Le nom de ce chanteur n’est pas trop connu, malgré le fait qu’il ai chanté sur plusieurs albums de Bad Company et Ted Nugent (époque Penetrator). Son passé permet de comprendre que l’on n’a pas affaire au premier venu et que Brian sait ce que chanter veut dire. L’écoute de cet album s’avère très reposante à l’image du premier morceau "I Remember" qui donne le ton de cet album : une intro au piano sur laquelle vient se greffer la voix de Brian. Vous l’aurez compris cet album est dans l’ensemble un recueil de morceaux calmes, compositions sur lesquelles Brian met toute sa conviction et son feeling.
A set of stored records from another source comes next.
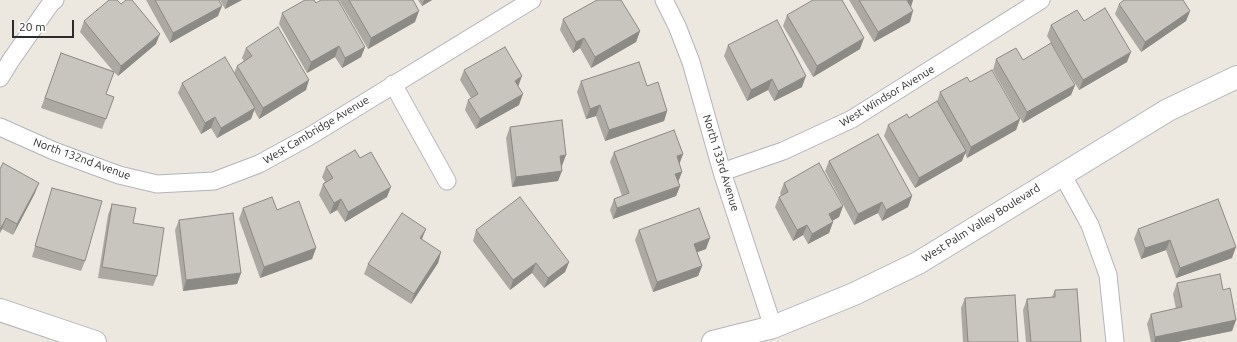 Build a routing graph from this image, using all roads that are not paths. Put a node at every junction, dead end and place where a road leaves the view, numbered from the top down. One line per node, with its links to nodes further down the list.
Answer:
1 (55, 0): 6 (street)
2 (532, 0): 7 (street, West Cambridge Avenue)
3 (664, 0): 9 (street, North 133rd Avenue)
4 (1041, 0): 9 (street, West Windsor Avenue)
5 (1237, 77): 10 (street, West Palm Valley Boulevard)
6 (0, 78)
7 (393, 84): 11 (street, West Cambridge Avenue); 12 (street)
8 (0, 127): 11 (street, North 132nd Avenue)
9 (722, 172): 14 (street, North 133rd Avenue)
10 (1062, 174): 14 (street, West Palm Valley Boulevard); 17 (street)
11 (214, 181)
12 (447, 181)
13 (0, 310): 15 (street)
14 (773, 327): 16 (street, West Palm Valley Boulevard)
15 (95, 342)
16 (713, 342)
17 (1115, 342) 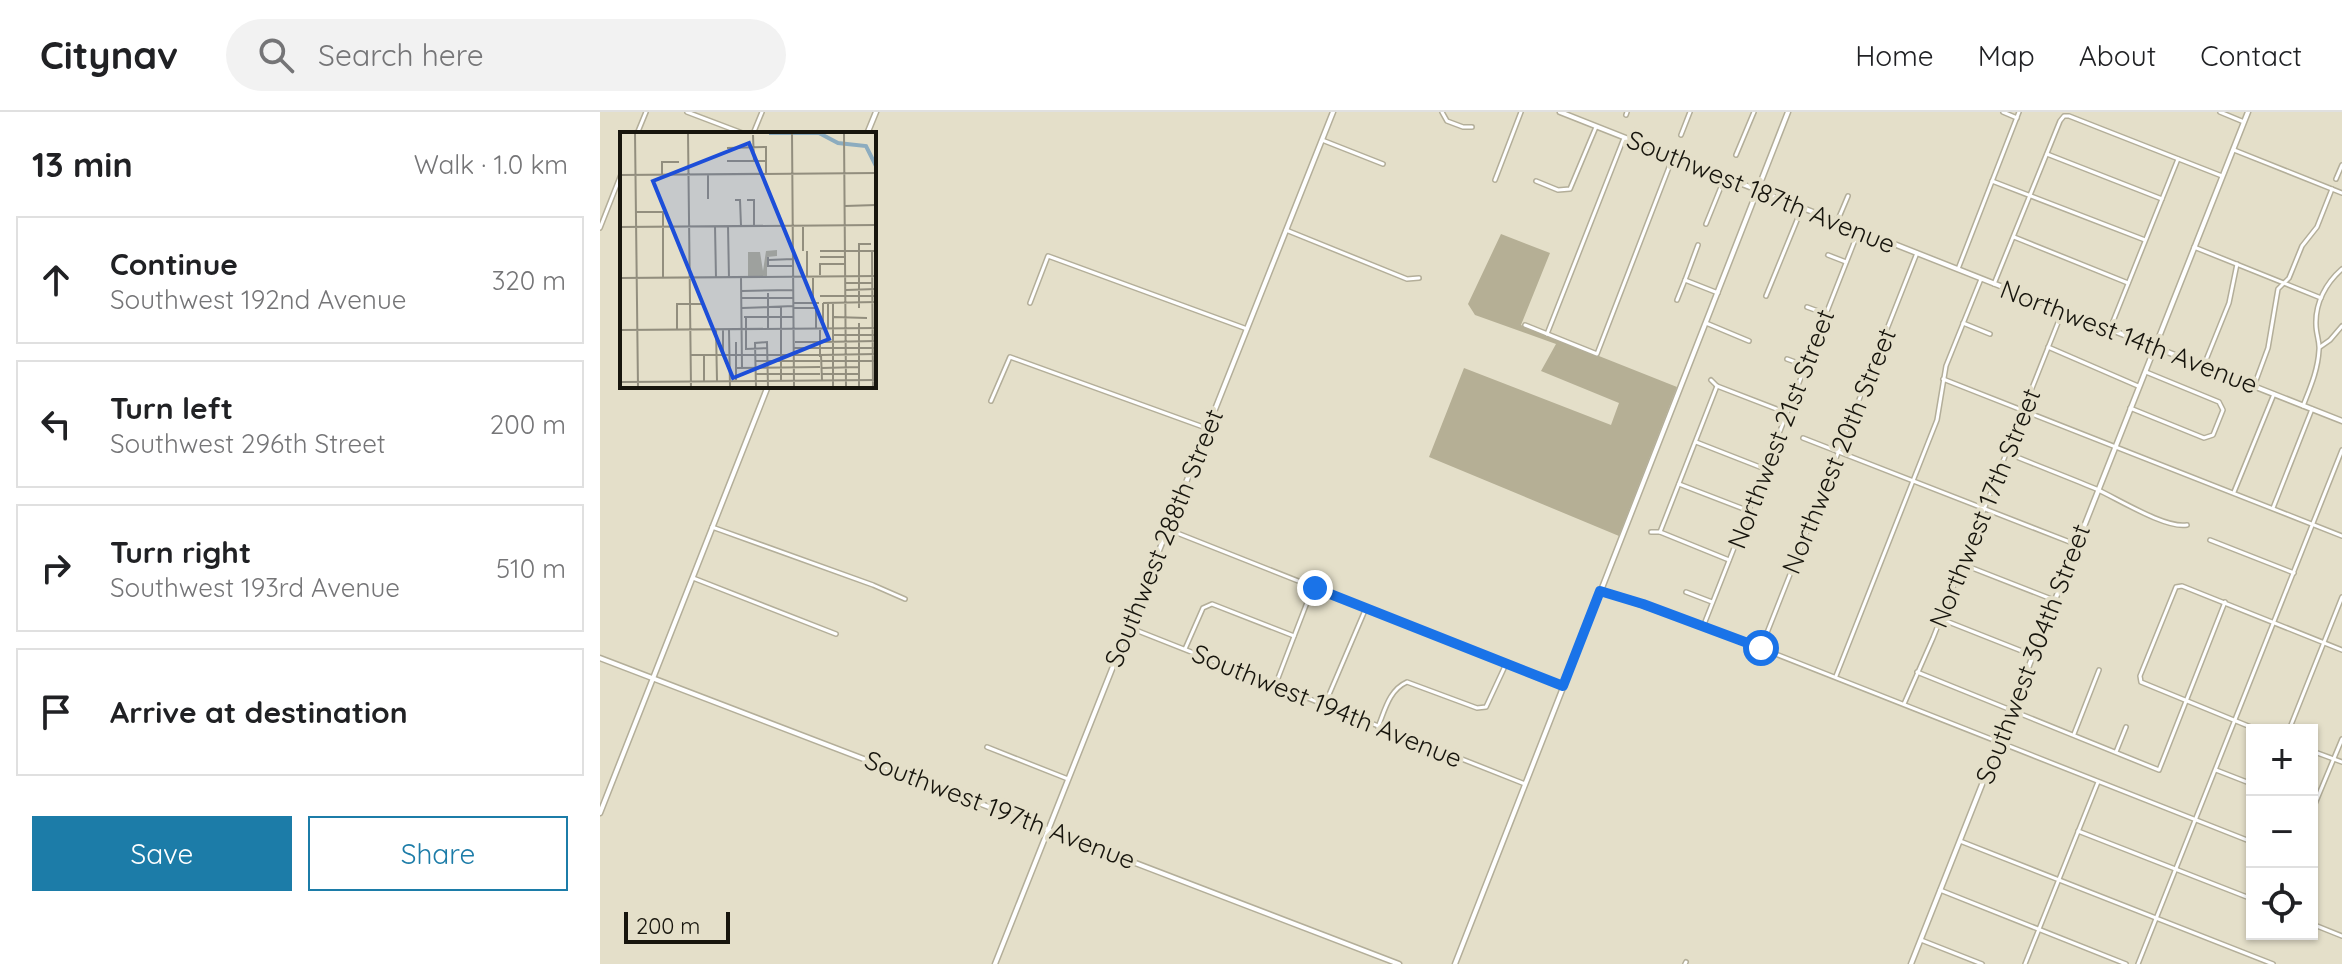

On peut néanmoins regretter l’absence de morceaux plus rock, surtout quand on connaît le passé du chanteur. Il est important de signaler que cet album est déjà sorti en 1997 sous un autre titre mais non distribué en Europe et que c’est grâce au label MTM que l’on peut enfin le trouver chez nous. (Yves)  

 

 

HTP –GLEN HUGHES/JOE LYNN TURNER

(2002 – durée : 61’18’ – 11 morceaux)

 Retrouver deux des plus grands chanteurs hard ensemble, en l’occurrence Glen Hughes (ex-Deep Purple, Hughues & Thrall, …) et Joe  Lynn Turner (ex-Rainbow, Deep Purple, …) relevait du rêve et bien celui-ci s’est concrétisé sous la forme du projet HTP et je dois reconnaître que le résultat correspond à mes attentes. Les deux monstres ont participé ensemble à l’écriture des morceaux (sauf un morceau écrit uniquement par Glenn Hugues) et l’on ressent effectivement une certaine complicité entre les deux hommes tout au long des onze morceaux. L’on retrouvera évidemment l’influence des groupes où on officié les deux chanteurs, mais cela vous incitera à vous replonger dans vos vieux vinyls et de redécouvrir ces groupes qui ont écrit de belles pages de l’histoire de notre musique favorite. Bien que le style de chaque chanteur soit différent, hard/soul pour Glenn et hard/fm pour Joe, les deux hommes sont arrivés à créer une certaine osmose et l’alternance des chants ou les parties chantées en commun ne choquent absolument pas. De plus, les musiciens qui les accompagnent sont des pointures d’un point de vue technique, sans être dénués de feeling, ce qui permet de dérouler le tapis rouge pour Glenn et Joe. Ces derniers ont également réussi à avoir sur leur projet, la présence de guitaristes d’exception tels que John Sykes, Paul Gilbert ou Akira Kajiyama. Une belle brochette de stars pour un des albums de hard mélodique les plus réussis de cette année. Ne ratez surtout pas leur venue le 19 septembre prochain au Z7 de Pratteln. (Yves)

 

 

HTP – 2

(2003 – durée : 58’07’’ – 11 morceaux)

L’association de deux des plus grands chanteurs de hard, en l’occurrence Glenn Hughes (Deep Purple, Hughes & Thrall, …) et Joe Lynn Turner (Rainbow, Deep Purple, …) continue de fonctionner et la preuve nous en est donnée de la manière la plus éclatante avec ce deuxième album de HTP. Les deux hommes se connaissent mieux et la tournée qu’ils ont effectués en 2002 n’a pu que renforcer leur complicité. Les deux hommes continuent en parallèle leur carrière solo mais ont néanmoins réussi à composer ensemble une partie de ce nouvel album d’HTP. A part l’arrivée d’un nouveau clavier Ed Roth, le reste des musiciens entourant les deux chanteurs reste identique. Les morceaux sont puissants et nous entraînent vers des rivages proches de Led Zeppelin avec le titre "Losing My Head", morceau qui voit la participation de Steve Vai et Chad Smith (Red Hot Chili Peppers) à la batterie. Les fans de Deep Purple et de Rainbow ressentiront également des frissons en écoutant cet album, car ces deux personnalités que sont Glenn et Joe n’ont pas oublié leur passé, mais le transcendent avec bonheur tout en intégrant un son actuel. Les deux voix se combinent et se complètent à merveille et se superposent même de manière éclatante (Lost Dreams).  Un album pour tous les fans de bon hard rock mélodique et pour tout fan de rock, tout simplement. (Yves)

 

 

GLENN HUGHES – SOULFULLY LIVE IN THE CITY OF ANGELS

(2004 – durée cd1 : 42'10" – 6 morceaux / cd : 2 : 47'55" – 6 morceaux)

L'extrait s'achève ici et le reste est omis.